I just got done reading your post, Kevin, about the surgeon who said they would have to break every joint in the spine as they worked their way up. My response to that is the same as Alan's--huh? Or less politely, WTF? That is definitely not how the pedicle spinal osteotomy works, and in fact, I don't think doing it that way is even possible with an AS patient!! With the surgery that Alan and I had, along with John, Cheerful, and others, the doctors made a break in the spine at just ONE place, cut out a wedge-shaped piece of bone, then pull you backwards from your shoulders so that your spine slowly pulls back and down and "closes" the wedge up.
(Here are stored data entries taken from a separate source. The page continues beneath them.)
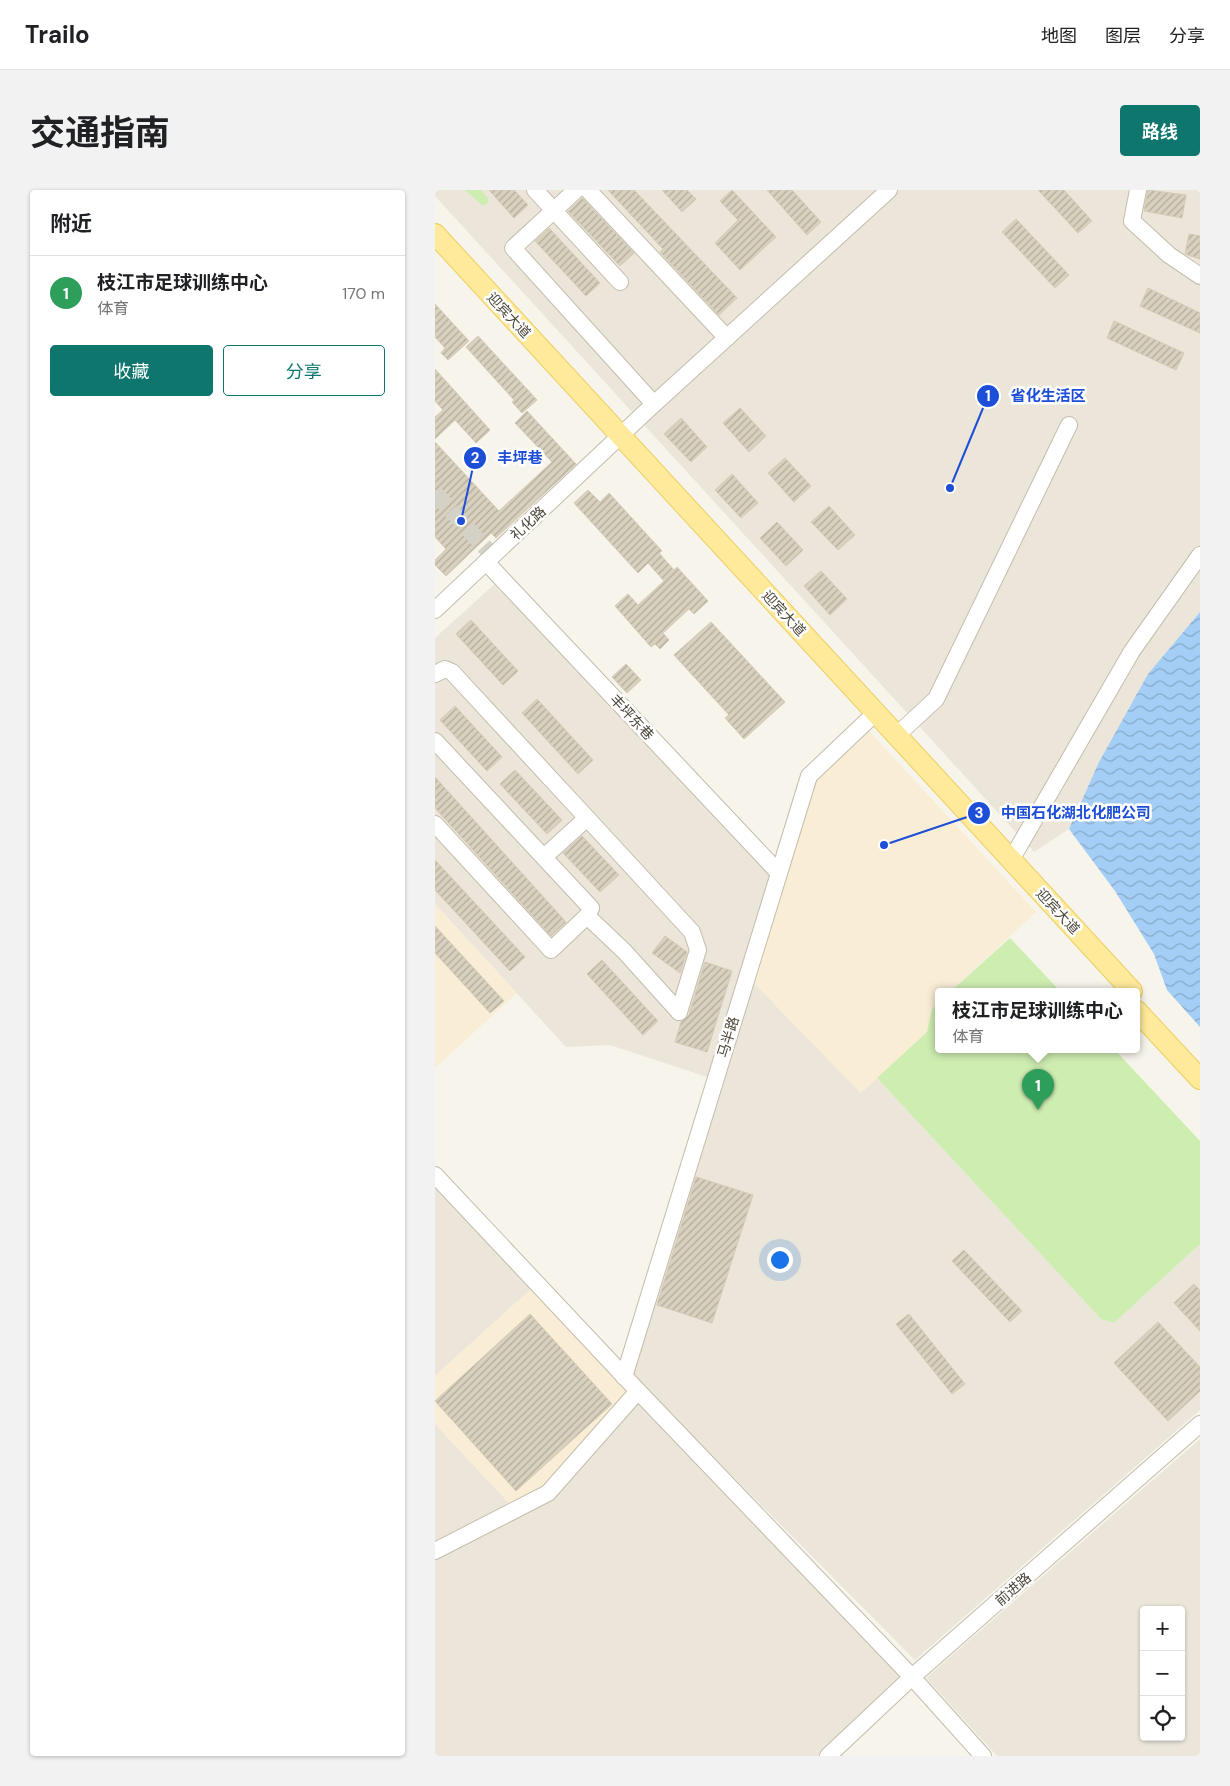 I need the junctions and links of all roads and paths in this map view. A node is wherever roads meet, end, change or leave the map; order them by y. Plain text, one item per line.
1 (535, 190) edge
2 (576, 190) edge
3 (588, 190) edge
4 (889, 190) edge
5 (1138, 190) edge
6 (554, 210) junction
7 (435, 234) edge
8 (435, 249) edge
9 (1200, 276) edge
10 (620, 282) dead end
11 (727, 338) junction
12 (655, 404) junction
13 (1069, 425) dead end
14 (617, 439) junction
15 (1200, 555) edge
16 (487, 562) junction
17 (435, 610) edge
18 (435, 674) edge
19 (869, 720) junction
20 (897, 735) junction
21 (435, 741) edge
22 (587, 818) junction
23 (435, 824) edge
24 (544, 857) junction
25 (1011, 860) junction
26 (778, 872) junction
27 (587, 916) junction
28 (1116, 988) edge
29 (1129, 988) edge
30 (1140, 999) edge
31 (1140, 1014) edge
32 (1200, 1065) edge
33 (1200, 1080) edge
34 (435, 1175) edge
35 (624, 1377) junction
36 (638, 1391) junction
37 (1200, 1424) edge
38 (435, 1551) edge
39 (912, 1678) junction
40 (828, 1756) edge
41 (983, 1756) edge

1 - 6 street
2 - 6 street
3 - 11 street
4 - 11 street, 礼化路
5 - 9 street
6 - 10 street
6 - 12 street
7 - 14 main road, 迎宾大道
8 - 14 main road, 迎宾大道
11 - 12 street, 礼化路
12 - 14 street, 礼化路
13 - 20 street
14 - 16 street, 礼化路
14 - 19 main road, 迎宾大道
14 - 20 main road, 迎宾大道
15 - 25 street
16 - 17 street, 礼化路
16 - 26 street, 丰坪东巷
18 - 22 street
19 - 26 street, 马半路
19 - 28 main road, 迎宾大道
20 - 25 main road, 迎宾大道
21 - 24 street
22 - 24 street
22 - 27 street
23 - 27 street
24 - 27 street
25 - 29 main road, 迎宾大道
26 - 35 street, 马半路
30 - 32 main road
31 - 33 main road
34 - 35 street
35 - 36 street
36 - 38 street
36 - 39 street
37 - 39 street, 前进路
39 - 40 street, 前进路
39 - 41 street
Without being able to do a drawing, it's pretty hard to explain it any better than that. Just picture holding onto a curved metal rod. You want the rod to be straight, but it's too strong to bend as is. But, if you cut a small wedge out of hte metal right at the point where the curve is at its most extreme, you should weaken the rod and now you can bend it. OK, now picture holding the rod in your hands. The curve angles upward in the exact middle of the bar, meaning that you hold one end of the bar in each hand, and those ends are both a couple inches lower than the curved center is--it's not even close to being a U shape, with the ends pointed down, but instead picture maybe the wooden part of a bow (as in bow and arrow), ends pointing down, curve of the bow pointed upward, you holding onto those downturned ends.
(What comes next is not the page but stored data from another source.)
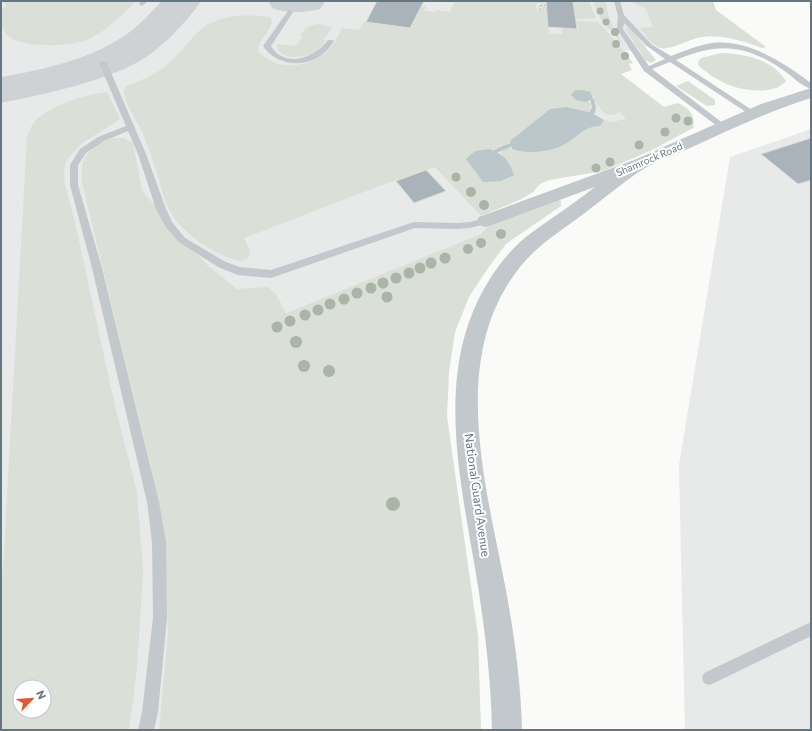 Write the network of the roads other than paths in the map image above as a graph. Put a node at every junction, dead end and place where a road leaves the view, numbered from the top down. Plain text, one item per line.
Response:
1 (617, 1) edge
2 (290, 12) dead end
3 (621, 16) junction
4 (330, 41) dead end
5 (672, 59) junction
6 (103, 63) dead end
7 (647, 69) junction
8 (811, 87) edge
9 (811, 92) edge
10 (752, 114) junction
11 (130, 127) junction
12 (724, 127) junction
13 (640, 164) junction
14 (486, 221) joint
15 (811, 629) edge
16 (709, 678) dead end
17 (146, 730) edge
18 (507, 730) edge

1 - 3 lane
2 - 4 lane
3 - 5 lane
3 - 7 lane
5 - 7 lane
5 - 8 lane
5 - 10 lane
6 - 11 lane
7 - 12 lane
9 - 10 street, Shamrock Road
10 - 12 street, Shamrock Road
11 - 14 lane
11 - 17 lane
12 - 13 street, Shamrock Road
13 - 14 street, Shamrock Road
13 - 18 street, National Guard Avenue
15 - 16 lane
OK, I realize I am totally overexplaining this, but on we go. As you hold that metal rod, which now has the wedge cut out, just picture bending each end upward. Whereas it was too strong to bend when you tried it before the wedge was cut out, now that it's been weakened, it bends easily. As you bend it, if you watch the wedge you will see it start to close as the rod become straighter--the rod starts to pinch together to fill in the gap that is now there. Eventually, the rod will be totally straight, and when it is, the wedge will be almost filled in because the two ends closed it off.
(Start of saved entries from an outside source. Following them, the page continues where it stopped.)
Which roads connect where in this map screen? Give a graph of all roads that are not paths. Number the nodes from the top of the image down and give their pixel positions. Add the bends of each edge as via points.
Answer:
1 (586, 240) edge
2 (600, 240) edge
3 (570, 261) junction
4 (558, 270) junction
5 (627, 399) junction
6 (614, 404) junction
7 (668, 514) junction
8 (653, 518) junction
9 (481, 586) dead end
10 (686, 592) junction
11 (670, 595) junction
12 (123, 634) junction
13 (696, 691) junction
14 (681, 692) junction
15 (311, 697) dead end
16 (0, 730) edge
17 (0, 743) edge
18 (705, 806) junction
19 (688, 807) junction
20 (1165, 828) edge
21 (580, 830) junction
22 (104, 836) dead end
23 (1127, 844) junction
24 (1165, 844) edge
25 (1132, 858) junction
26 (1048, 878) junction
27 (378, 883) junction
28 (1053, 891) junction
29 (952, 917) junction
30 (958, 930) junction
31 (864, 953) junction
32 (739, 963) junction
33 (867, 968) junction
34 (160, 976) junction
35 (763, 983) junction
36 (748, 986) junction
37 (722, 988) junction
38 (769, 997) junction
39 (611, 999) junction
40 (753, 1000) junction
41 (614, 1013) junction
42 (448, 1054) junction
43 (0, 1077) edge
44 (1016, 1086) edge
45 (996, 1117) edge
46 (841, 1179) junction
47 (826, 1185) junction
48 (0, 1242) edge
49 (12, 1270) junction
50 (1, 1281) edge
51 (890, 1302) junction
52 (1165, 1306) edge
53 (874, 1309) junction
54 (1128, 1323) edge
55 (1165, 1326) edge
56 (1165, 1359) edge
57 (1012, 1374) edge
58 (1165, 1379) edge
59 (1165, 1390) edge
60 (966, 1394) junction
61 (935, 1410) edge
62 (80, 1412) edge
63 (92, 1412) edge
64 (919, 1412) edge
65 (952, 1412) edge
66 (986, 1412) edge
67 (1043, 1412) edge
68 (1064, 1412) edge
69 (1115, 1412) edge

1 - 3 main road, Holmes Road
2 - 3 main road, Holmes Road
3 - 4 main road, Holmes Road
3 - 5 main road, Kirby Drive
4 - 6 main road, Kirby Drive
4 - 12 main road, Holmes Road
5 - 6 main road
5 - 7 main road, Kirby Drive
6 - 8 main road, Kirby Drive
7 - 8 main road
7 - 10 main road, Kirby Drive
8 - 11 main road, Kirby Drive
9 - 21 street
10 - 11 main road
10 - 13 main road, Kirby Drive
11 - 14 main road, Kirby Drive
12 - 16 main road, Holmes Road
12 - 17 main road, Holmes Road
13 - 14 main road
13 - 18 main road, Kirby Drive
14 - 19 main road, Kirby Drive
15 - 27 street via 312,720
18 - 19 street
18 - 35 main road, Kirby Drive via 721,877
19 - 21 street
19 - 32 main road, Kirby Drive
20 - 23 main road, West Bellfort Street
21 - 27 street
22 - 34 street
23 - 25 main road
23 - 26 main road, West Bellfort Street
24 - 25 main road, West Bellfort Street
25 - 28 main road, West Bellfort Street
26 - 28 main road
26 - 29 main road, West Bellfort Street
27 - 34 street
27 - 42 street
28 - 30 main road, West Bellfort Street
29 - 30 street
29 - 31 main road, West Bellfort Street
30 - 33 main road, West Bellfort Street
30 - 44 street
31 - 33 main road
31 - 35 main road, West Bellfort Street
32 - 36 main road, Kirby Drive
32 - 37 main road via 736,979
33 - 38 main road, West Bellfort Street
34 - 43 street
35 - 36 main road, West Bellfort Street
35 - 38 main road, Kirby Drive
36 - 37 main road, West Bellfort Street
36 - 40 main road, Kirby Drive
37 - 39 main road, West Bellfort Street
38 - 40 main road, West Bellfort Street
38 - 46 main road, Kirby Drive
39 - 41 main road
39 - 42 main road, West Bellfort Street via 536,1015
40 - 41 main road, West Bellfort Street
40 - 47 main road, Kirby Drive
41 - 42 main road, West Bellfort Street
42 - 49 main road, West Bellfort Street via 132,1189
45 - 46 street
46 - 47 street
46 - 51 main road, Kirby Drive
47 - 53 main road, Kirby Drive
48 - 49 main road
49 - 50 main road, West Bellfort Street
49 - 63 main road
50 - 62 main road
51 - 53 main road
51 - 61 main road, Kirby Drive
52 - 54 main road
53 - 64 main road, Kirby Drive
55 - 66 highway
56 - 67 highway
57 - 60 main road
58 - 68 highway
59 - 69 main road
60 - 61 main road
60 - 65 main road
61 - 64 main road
Now, that is exactly what they do with your spine--as I started to right before I got sidetracked trying to explain things better--and that wedge closes up too. With your spine, however, the wedge cannot close all the way by straightening out the patient--you can get close, but not closed al the way. Because of this, as another part of the surgery, they cut a small piece of living bone out of a donor site in your body--usually the pelvic bone--and insert those small bone chips into the small opening that still exists in the wedge. Because that bone is living, if things go right, it will graft to your spinal bone and, in a fairly short time, completely seal over whatever openine was still left in the wedge. This is important, because until it does totall graft and seal, your spine is at greater risk of breaking or being damaged and is not as strong as it will eventually be. That fact--that the spine is at great risk until the break that was created is totally sealed by new bone growth--is just one of the hundreds of reasons I can think of that I can't EVER see a doctor doing an osteotomy where he breaks EVERY joint in the spine. Make sense? I would be very leery of that doctor, and at the very least, I'd ask him what in the h*** he means when he says he'd have to break every joint in the spine? Tell him this is now how any osteotomy you've ever read about works (nor is it similar to any that your friends at an AS have been through), so how does this particular surgery even work? Better yet, why doesn't he do the standard
wedge osteotomy that only involves breaking the spine once, not multiple times?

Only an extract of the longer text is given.